Q: Why might few-shot prompting with perfectly labeled examples still produce wrong outputs? [Medium]
Because few-shot is pattern completion, not rule learning. The model may over-index on surface-level patterns in the examples (e.g., length, vocabulary, position) rather than the semantic pattern you intended to demonstrate. Also: recency bias means the last few examples have disproportionate influence. And if examples are not diverse enough, the model may fail to generalize to inputs that look different from the examples.
Q: A model ignores your instruction to "not use bullet points" but it works if you say "respond in prose paragraphs." Why? [Medium]
Negative prompting is less reliable than positive framing. Processing "do not use bullet points" requires the model to represent bullet points in order to negate them, which can prime the exact behavior you want to suppress. Specifying the desired positive behavior ("use prose paragraphs") gives the model a direct target distribution to conform to, which is more reliable.
Q: What happens when you give few-shot examples with intentionally wrong labels? [Hard]
Research (Min et al., 2022) found that models shown deliberately mislabeled few-shot examples still performed near baseline accuracy. The examples teach the model about input-output structure and format, not specific label semantics. The model ignores the wrong labels and instead uses its parametric knowledge to determine the correct output. Implication: in few-shot prompting, format, diversity, and distribution of examples matter more than label accuracy.
Q: How would you design a prompt to reliably extract structured data from unstructured text? [Hard]
A production-grade approach: (1) assign the model a role as a data extraction specialist; (2) show 2–3 few-shot examples with the exact JSON schema you expect; (3) delimit the unstructured input clearly with XML tags; (4) specify output format explicitly ("respond only with valid JSON, no prose"); (5) use the structured output API or JSON mode to enforce schema validity at the token level; (6) validate outputs with Pydantic and retry on validation failure.
Q: Why might CoT make a small model perform worse instead of better? [Hard]
CoT requires the model to generate coherent, logically connected reasoning steps. A model without sufficient capacity or instruction-tuning training may generate plausible-sounding but logically incorrect intermediate steps. These wrong intermediate steps then become part of the context for subsequent reasoning — contaminating it. A small model following bad reasoning is worse than a small model that just guesses, because the bad reasoning actively misdirects the final answer.
Q: Describe a production scenario where ReAct would fail and explain why. [Hard]

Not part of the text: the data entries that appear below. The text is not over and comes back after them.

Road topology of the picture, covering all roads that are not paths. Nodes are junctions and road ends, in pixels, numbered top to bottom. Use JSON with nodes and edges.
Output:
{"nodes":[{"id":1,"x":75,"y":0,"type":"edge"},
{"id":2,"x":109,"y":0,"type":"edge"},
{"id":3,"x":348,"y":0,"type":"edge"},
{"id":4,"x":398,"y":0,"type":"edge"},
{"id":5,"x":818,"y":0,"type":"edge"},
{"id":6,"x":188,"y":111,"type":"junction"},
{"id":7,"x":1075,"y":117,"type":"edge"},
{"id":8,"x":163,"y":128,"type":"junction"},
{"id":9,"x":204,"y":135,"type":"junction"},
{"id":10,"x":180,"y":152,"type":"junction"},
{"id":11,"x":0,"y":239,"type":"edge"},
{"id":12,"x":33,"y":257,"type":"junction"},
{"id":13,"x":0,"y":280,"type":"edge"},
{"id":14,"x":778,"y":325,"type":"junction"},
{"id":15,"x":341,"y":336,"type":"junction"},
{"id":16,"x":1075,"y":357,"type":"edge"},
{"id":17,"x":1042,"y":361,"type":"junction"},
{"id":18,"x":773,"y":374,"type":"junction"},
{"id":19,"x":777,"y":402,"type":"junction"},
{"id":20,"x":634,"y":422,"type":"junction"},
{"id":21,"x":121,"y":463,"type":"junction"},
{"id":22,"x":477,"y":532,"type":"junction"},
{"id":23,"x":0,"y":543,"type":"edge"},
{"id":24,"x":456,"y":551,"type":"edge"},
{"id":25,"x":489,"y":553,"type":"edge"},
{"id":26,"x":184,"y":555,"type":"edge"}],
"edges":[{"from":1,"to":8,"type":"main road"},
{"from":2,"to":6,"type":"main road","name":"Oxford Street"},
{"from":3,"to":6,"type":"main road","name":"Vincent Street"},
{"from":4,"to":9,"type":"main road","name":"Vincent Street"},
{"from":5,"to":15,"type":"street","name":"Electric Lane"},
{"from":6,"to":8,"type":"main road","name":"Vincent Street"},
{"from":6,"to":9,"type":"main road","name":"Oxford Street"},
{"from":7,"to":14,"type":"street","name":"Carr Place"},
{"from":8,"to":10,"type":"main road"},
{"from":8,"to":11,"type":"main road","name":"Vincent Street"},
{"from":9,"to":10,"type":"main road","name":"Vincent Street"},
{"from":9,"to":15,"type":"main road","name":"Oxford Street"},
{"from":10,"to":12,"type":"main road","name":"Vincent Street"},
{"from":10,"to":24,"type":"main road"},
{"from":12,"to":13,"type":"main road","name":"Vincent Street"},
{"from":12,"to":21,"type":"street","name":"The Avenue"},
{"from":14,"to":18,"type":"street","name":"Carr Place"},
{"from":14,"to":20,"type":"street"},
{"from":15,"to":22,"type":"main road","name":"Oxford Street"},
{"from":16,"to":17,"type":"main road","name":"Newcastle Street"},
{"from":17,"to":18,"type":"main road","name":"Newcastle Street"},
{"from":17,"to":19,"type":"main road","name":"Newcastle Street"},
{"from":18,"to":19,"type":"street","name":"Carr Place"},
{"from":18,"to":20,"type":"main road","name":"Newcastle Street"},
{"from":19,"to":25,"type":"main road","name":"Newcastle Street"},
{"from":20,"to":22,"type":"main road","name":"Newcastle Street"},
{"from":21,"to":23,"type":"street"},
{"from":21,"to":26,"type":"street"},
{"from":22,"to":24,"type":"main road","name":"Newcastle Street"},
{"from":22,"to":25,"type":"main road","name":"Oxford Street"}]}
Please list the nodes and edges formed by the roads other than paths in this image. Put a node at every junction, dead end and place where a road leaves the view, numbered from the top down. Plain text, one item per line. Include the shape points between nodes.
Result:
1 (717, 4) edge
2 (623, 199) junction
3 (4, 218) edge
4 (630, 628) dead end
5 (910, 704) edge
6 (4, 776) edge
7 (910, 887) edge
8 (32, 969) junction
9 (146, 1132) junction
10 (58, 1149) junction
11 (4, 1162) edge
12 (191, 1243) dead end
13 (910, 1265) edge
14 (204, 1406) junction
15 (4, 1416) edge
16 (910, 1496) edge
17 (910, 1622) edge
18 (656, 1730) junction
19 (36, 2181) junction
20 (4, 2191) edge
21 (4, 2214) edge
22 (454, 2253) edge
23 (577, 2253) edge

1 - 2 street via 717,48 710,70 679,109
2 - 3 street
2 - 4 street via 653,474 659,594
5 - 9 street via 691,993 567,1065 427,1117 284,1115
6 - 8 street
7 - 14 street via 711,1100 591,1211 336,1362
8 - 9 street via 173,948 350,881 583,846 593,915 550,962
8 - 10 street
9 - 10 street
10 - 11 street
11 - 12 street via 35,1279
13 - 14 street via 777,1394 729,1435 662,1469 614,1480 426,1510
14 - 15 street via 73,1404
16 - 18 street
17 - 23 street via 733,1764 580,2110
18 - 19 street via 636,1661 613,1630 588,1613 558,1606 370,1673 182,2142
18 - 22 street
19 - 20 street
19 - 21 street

ReAct fails when: (1) Tool calls return very long or noisy responses — the context window fills up with observations, and the model loses track of the original goal. (2) The task requires more than 5–10 tool call iterations — each round-trip adds latency and the model may lose coherence over long chains. (3) The tools are unreliable or return inconsistent formats — the model tries to reason over malformed observations. (4) The model enters a loop where the same action is repeated because the observation doesn't clearly indicate progress. Mitigation: add an explicit "have I made progress?" check step, cap max iterations, and implement fallback logic.
Q: How does instruction tuning change what is possible with zero-shot prompting? [Hard]
Instruction tuning trains the model to map natural language task descriptions to appropriate outputs across thousands of diverse tasks. This installs a general "instruction-following" skill. Without it, zero-shot prompting required carefully crafted completions to exploit the model's training distribution. After instruction tuning, you can state your intent naturally ("Classify this as positive or negative") and the model reliably executes it — because it has been trained on countless examples of exactly that pattern.